In data science, you can automate things, whereas in experimental physics, you’re doing the manual job. In physics when you’re exploring something, it’s not really worth it to automate it, because you don’t even know if it’s going to work or not. After a few times it’s like: “oh, this works! Then I’ll automate it,” but there’s still a lot of manual effort involved. At the end of the day, what I like most about physics is, “once I have the data, what does it mean?” That lent itself nicely to data science, where it’s all about the data and what does it mean, and how can I improve things with the information that I’m given.
Vael: How transferable are the skills from the PhD to your current job?
Dr. Luna: I guess it depends on your area. I know some PhDs nowadays actually apply machine learning to what they’re doing. I remember going to a talk recently at [the] NeurIPS [Conference] where an astrophysicist was trying to estimate the density of stars from galaxies with gravitational lensing, and they were using neural networks to do that. If you’re showing you know what deep learning is, a lot of these skills are transferable. If you’re in a lab where you’re just doing Matlab and LabVIEW, then not as transferable. That’s where you might need to take some extra courses on the side.
Vael: And what are those extra courses? Presumably machine learning and maybe deep learning?
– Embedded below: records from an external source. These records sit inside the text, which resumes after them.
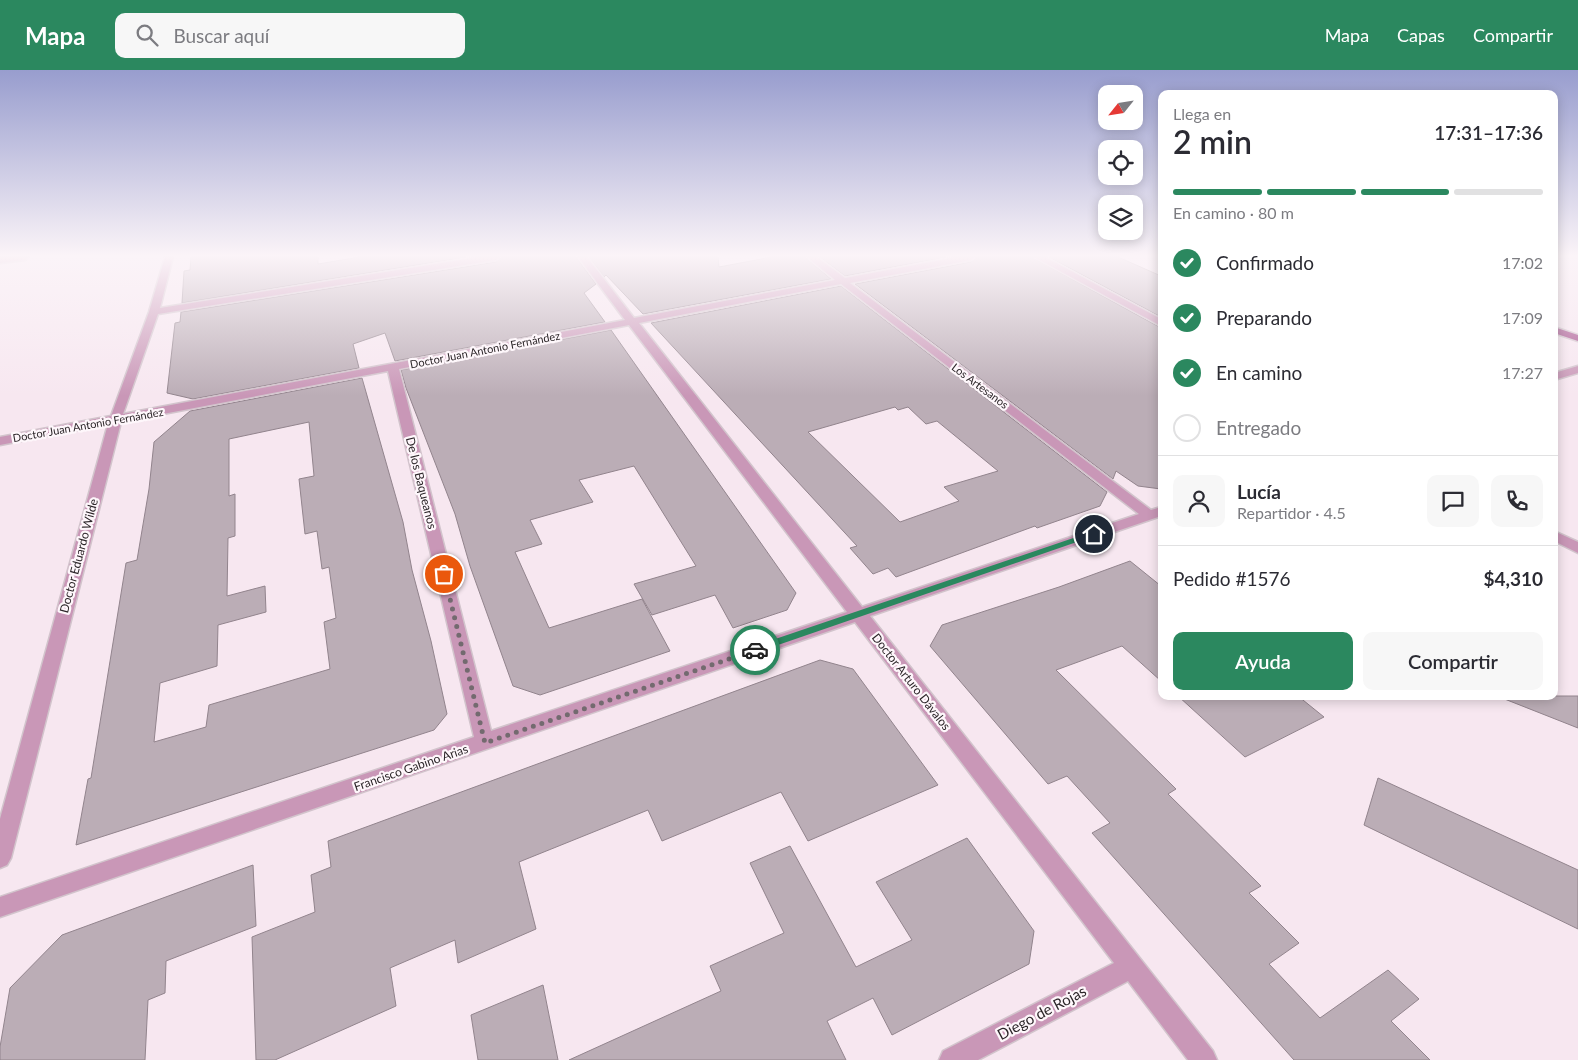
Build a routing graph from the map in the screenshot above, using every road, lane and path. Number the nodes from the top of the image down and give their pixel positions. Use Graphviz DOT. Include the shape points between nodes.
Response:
graph roads {
  1 [pos="157,303"];
  2 [pos="209,303"];
  3 [pos="618,303"];
  4 [pos="729,303"];
  5 [pos="873,303"];
  6 [pos="1124,303"];
  7 [pos="154,312"];
  8 [pos="1158,321"];
  9 [pos="632,322"];
  10 [pos="1558,331"];
  11 [pos="1578,338"];
  12 [pos="393,368"];
  13 [pos="1578,369"];
  14 [pos="1558,376"];
  15 [pos="115,421"];
  16 [pos="0,442"];
  17 [pos="1155,513"];
  18 [pos="1558,537"];
  19 [pos="1578,548"];
  20 [pos="858,614"];
  21 [pos="485,743"];
  22 [pos="0,858"];
  23 [pos="0,907"];
  24 [pos="1132,966"];
  25 [pos="952,1060"];
  26 [pos="1204,1060"];
  1 -- 7 [label="street, Doctor Eduardo Wilde"];
  2 -- 7 [label="street"];
  3 -- 9 [label="street, Doctor Arturo Dávalos"];
  4 -- 9 [label="street, Doctor Juan Antonio Fernández"];
  5 -- 17 [label="street, Los Artesanos"];
  6 -- 8 [label="street"];
  7 -- 15 [label="street, Doctor Eduardo Wilde"];
  9 -- 12 [label="street, Doctor Juan Antonio Fernández"];
  9 -- 20 [label="street, Doctor Arturo Dávalos"];
  10 -- 11 [label="main road"];
  12 -- 15 [label="street, Doctor Juan Antonio Fernández"];
  12 -- 21 [label="street, De los Baqueanos"];
  13 -- 14 [label="street"];
  15 -- 16 [label="street, Doctor Juan Antonio Fernández"];
  15 -- 22 [label="street, Doctor Eduardo Wilde"];
  17 -- 20 [label="street, Francisco Gabino Arias"];
  18 -- 19 [label="street"];
  20 -- 21 [label="street, Francisco Gabino Arias"];
  20 -- 24 [label="street, Doctor Arturo Dávalos"];
  21 -- 23 [label="street, Francisco Gabino Arias"];
  24 -- 25 [label="street, Diego de Rojas"];
  24 -- 26 [label="street, Doctor Arturo Dávalos"];
}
Dr. Luna: Machine learning, yeah. I feel like you probably want some probability course or some statistics course. Whenever I interview at some places, they want to know: do you know what an expectation value is? If you’re a beginning data scientist, they tend to ask you some of those textbook questions from intro-level statistics or probability. What is a maximum likelihood estimator, things like that.
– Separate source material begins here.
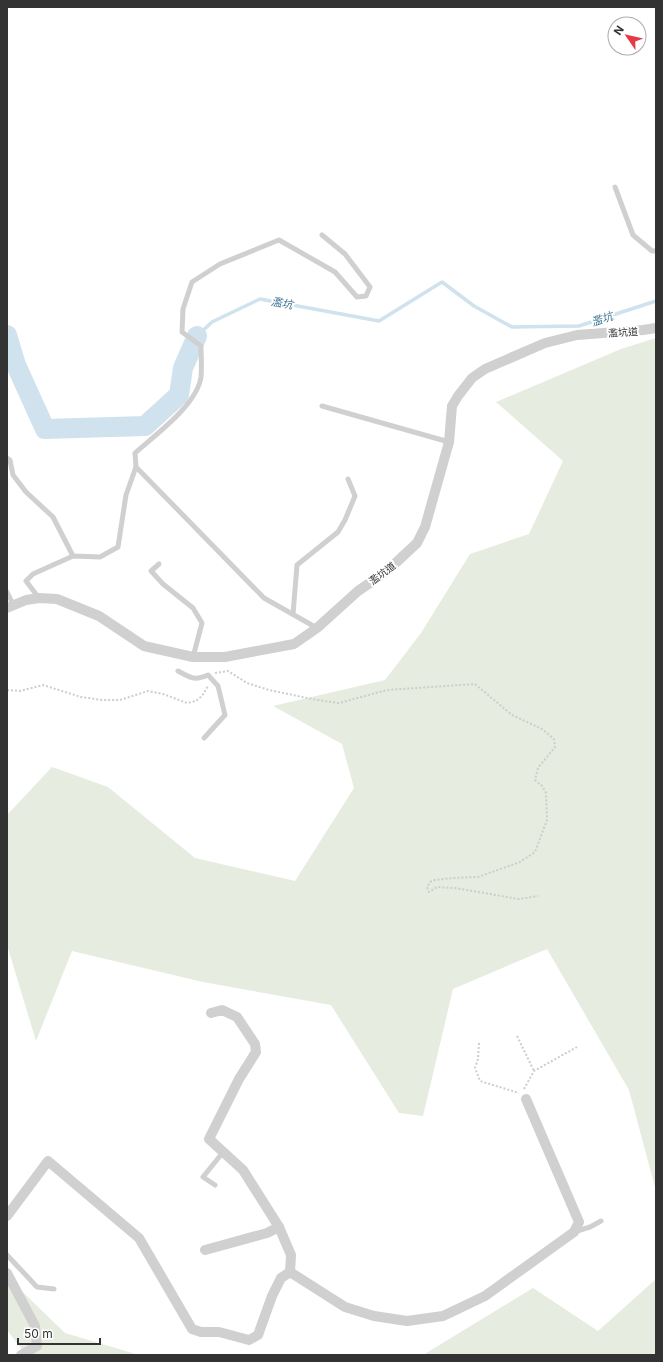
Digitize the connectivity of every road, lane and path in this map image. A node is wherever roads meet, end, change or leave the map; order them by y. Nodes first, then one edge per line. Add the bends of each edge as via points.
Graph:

Vael: What’s your day-to-day like?
Dr. Luna: I wake up whenever I wake up, and I go to work. Sometimes it’s at 9am, and sometimes it’s at 10am, and then I’ll leave at 6, 7pm. It’s a nicer work-life balance than academia. I feel less stressed. I have some projects that I work on that I plan out with my manager: this is what I plan to accomplish in this quarter, or this is a milestone that we have. I just work towards those goals. Every week or two I estimate the things I intend to accomplish, and then I update that information. Right now, I’m collecting data, seeing how we’re doing from previous runs, seeing how we can improve, adjusting my training data or my testing data and running new models, doing various combinations of those. It’s working towards a goal that we have already planned out. It’s up to you how you want to manage your day or time— once a week I send my manager an email saying, “this is what I did this week.”
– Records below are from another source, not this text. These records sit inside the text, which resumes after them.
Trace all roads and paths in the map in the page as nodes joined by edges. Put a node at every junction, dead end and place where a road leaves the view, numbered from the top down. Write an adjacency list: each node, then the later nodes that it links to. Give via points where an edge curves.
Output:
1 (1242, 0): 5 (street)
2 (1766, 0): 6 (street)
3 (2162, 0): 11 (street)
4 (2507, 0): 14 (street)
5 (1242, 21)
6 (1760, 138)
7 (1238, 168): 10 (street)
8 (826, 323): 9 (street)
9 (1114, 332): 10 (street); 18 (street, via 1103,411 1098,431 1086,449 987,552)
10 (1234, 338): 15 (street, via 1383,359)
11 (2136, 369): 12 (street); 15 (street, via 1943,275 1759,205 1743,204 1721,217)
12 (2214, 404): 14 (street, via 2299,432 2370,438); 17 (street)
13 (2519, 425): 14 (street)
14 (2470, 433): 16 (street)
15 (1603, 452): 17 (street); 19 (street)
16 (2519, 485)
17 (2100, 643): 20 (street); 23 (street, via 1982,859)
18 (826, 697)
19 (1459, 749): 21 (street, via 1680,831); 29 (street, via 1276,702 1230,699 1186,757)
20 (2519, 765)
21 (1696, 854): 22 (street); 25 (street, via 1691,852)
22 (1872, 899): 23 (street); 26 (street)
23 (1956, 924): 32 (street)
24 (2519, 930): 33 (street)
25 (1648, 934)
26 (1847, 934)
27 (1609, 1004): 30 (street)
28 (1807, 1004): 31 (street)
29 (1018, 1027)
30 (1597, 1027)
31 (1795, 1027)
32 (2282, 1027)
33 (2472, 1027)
Vael: So you’re mostly on your computer. Do you work in teams at all?
Dr. Luna: We do. We have a small team and sometimes we share efforts. For example, one person might do the data collection and the other person might do the modeling part of it. Then some other person might do some model and ask you, “How did you do yours? Can I copy some of the data or code, and where is that information located?” This helps your team get to their solution faster. There’s some collaboration there, and also collaboration across groups. Like someone might be doing some trend-detection models and notice that you did some trend-detection models. So they look at your code, and you tell them how you did it and walk them through your code so they can replicate it.
Vael: I’m visualizing you on your computer most of the day, and you talking to people, then going back to your computer?
Dr. Luna: And meetings, too, sometimes. Status update meetings and planning meetings as well. “What’re you going to accomplish in the quarter,” because a lot of things depend on other people, so “who are the dependencies,” and making sure people’s goals are aligned.
Vael: Best and worst parts of your job?
Dr. Luna: I like the work-life balance. I like the fact that there is always something to do. My advisor in physics used to say, let the data lead you, and here there’s always data. Some of the times when you’re in theoretical physics, or you’re doing theory of machine learning, my concern was like: what happens if I have no more good ideas? There’s not necessarily data there to drive what I’m doing. It’s just my own ideas of what I think is interesting. Working close to the product, you actually get to see the impact that you’re making, what’s good, what’s bad, and you get to keep on iterating and improving on it. I feel like there’s always something to improve, and it’s just prioritizing what needs to be done. And I like the fact that I get to work with people more. I feel like I’m more of a social person, whereas in physics there wasn’t as much collaboration. Here seems more fun, I would say.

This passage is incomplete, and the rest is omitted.